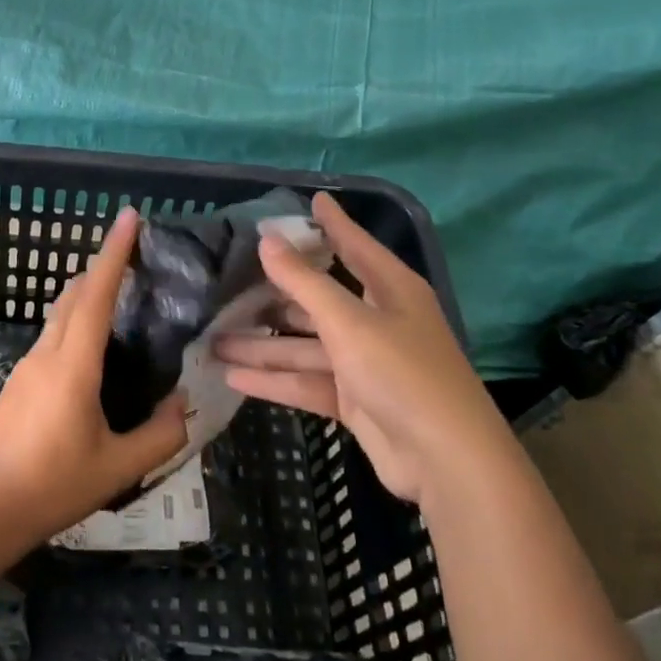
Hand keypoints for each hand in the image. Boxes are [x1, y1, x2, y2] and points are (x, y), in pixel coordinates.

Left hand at [0, 206, 187, 542]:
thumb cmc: (54, 484)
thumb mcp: (118, 467)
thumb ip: (160, 435)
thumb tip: (183, 404)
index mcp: (74, 364)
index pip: (96, 294)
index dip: (114, 253)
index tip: (128, 217)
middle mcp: (49, 352)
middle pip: (75, 292)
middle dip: (103, 264)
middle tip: (135, 253)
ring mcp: (29, 363)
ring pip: (60, 311)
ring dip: (87, 290)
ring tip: (120, 292)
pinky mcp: (21, 378)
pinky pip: (53, 332)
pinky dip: (76, 316)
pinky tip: (93, 342)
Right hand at [214, 191, 500, 507]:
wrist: (446, 461)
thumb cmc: (403, 373)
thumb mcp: (349, 321)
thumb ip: (304, 281)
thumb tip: (267, 238)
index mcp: (390, 289)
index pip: (354, 245)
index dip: (332, 223)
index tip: (311, 199)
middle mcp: (377, 320)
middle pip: (319, 299)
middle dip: (275, 294)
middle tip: (229, 280)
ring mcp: (365, 362)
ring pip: (305, 345)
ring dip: (264, 344)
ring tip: (214, 338)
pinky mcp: (353, 399)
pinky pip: (306, 381)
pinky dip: (274, 379)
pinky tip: (233, 376)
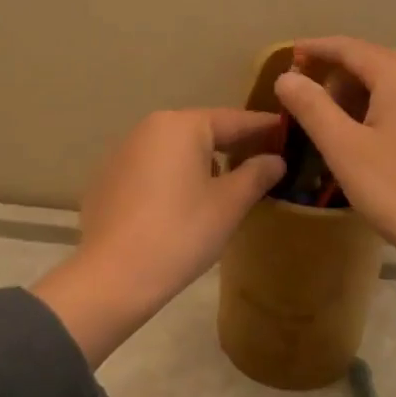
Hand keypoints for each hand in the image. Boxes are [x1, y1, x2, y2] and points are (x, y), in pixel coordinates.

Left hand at [32, 109, 284, 363]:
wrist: (112, 277)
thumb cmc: (180, 233)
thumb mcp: (228, 204)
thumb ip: (256, 175)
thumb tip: (275, 159)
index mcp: (181, 126)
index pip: (233, 119)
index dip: (263, 127)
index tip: (287, 131)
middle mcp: (149, 128)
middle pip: (202, 130)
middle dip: (232, 144)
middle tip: (263, 158)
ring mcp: (123, 152)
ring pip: (176, 149)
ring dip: (202, 161)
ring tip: (227, 183)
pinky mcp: (108, 179)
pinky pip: (153, 168)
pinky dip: (174, 177)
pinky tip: (185, 203)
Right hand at [272, 38, 395, 272]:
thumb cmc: (395, 190)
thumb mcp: (342, 147)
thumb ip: (311, 106)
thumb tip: (287, 76)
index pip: (351, 48)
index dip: (319, 48)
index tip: (293, 55)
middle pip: (379, 59)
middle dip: (345, 70)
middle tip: (316, 98)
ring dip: (377, 83)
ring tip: (355, 108)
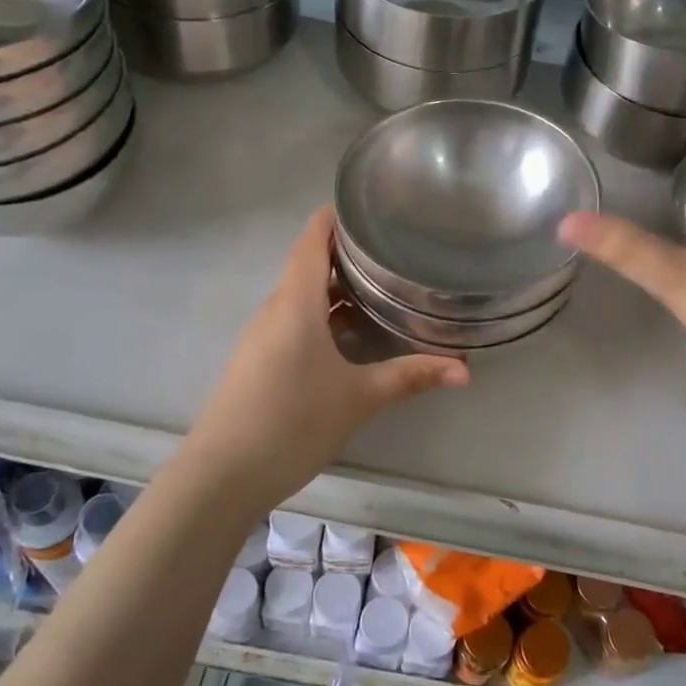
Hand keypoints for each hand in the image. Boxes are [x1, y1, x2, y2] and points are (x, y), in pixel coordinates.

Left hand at [179, 207, 468, 509]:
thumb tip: (464, 369)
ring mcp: (262, 335)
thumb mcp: (359, 398)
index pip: (312, 238)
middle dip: (348, 254)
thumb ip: (410, 376)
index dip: (337, 217)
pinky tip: (351, 335)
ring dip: (337, 288)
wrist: (222, 476)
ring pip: (302, 296)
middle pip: (309, 264)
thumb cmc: (292, 422)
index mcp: (295, 302)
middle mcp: (275, 309)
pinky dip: (324, 316)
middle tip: (395, 250)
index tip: (374, 209)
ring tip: (383, 287)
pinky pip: (294, 321)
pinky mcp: (259, 360)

※ ※ ※

» **Description of the task**
Having found the line with "pinky pip: (306, 381)" and the line with "ring tip: (383, 287)" in the material above, write out exactly those two and every line between, leaving the pictures out.

» **Completed task**
pinky pip: (306, 381)
pinky dip: (274, 379)
pinky tip: (233, 376)
Hand keypoints for each hand in the image. Boxes are [x1, y1, x2, y2] and points are (x, y), in pixel coordinates.

Left hand at [32, 109, 284, 363]:
wrist: (112, 277)
thumb cmc: (180, 233)
thumb mcp: (228, 204)
thumb ip: (256, 175)
thumb tip: (275, 159)
index mcp: (181, 126)
index pip: (233, 119)
index dip: (263, 127)
index tip: (287, 131)
middle mcp: (149, 128)
middle pip: (202, 130)
middle dip: (232, 144)
middle tip: (263, 158)
ring mcp: (123, 152)
ring pip: (176, 149)
ring dip: (202, 161)
ring tip: (227, 183)
pinky mcp: (108, 179)
pinky pip: (153, 168)
pinky dip: (174, 177)
pinky tip: (185, 203)
Right hand at [272, 38, 395, 272]:
thumb cmc: (395, 190)
thumb mcp: (342, 147)
thumb ip: (311, 106)
thumb tip: (287, 76)
index pip: (351, 48)
index dip: (319, 48)
index tip: (293, 55)
middle pip: (379, 59)
middle dip: (345, 70)
middle tip: (316, 98)
ring dip: (377, 83)
ring tip: (355, 108)
Hand keypoints for each hand in the image. Boxes are [x1, y1, x2, y2] and points are (x, y), in pixel coordinates.

Left hand at [179, 207, 468, 509]:
thumb tip: (464, 369)
ring mcp: (262, 335)
thumb mcp: (359, 398)
index pip: (312, 238)
middle dip: (348, 254)
thumb ip: (410, 376)
index dip: (337, 217)
pinky tip: (351, 335)
ring dip: (337, 288)
wrist: (222, 476)
ring pip: (302, 296)
middle pip: (309, 264)
thumb cmc: (292, 422)
index mcp: (295, 302)
middle mcp: (275, 309)
pinky dip: (324, 316)
middle tip: (395, 250)
index tip: (374, 209)
ring tip: (383, 287)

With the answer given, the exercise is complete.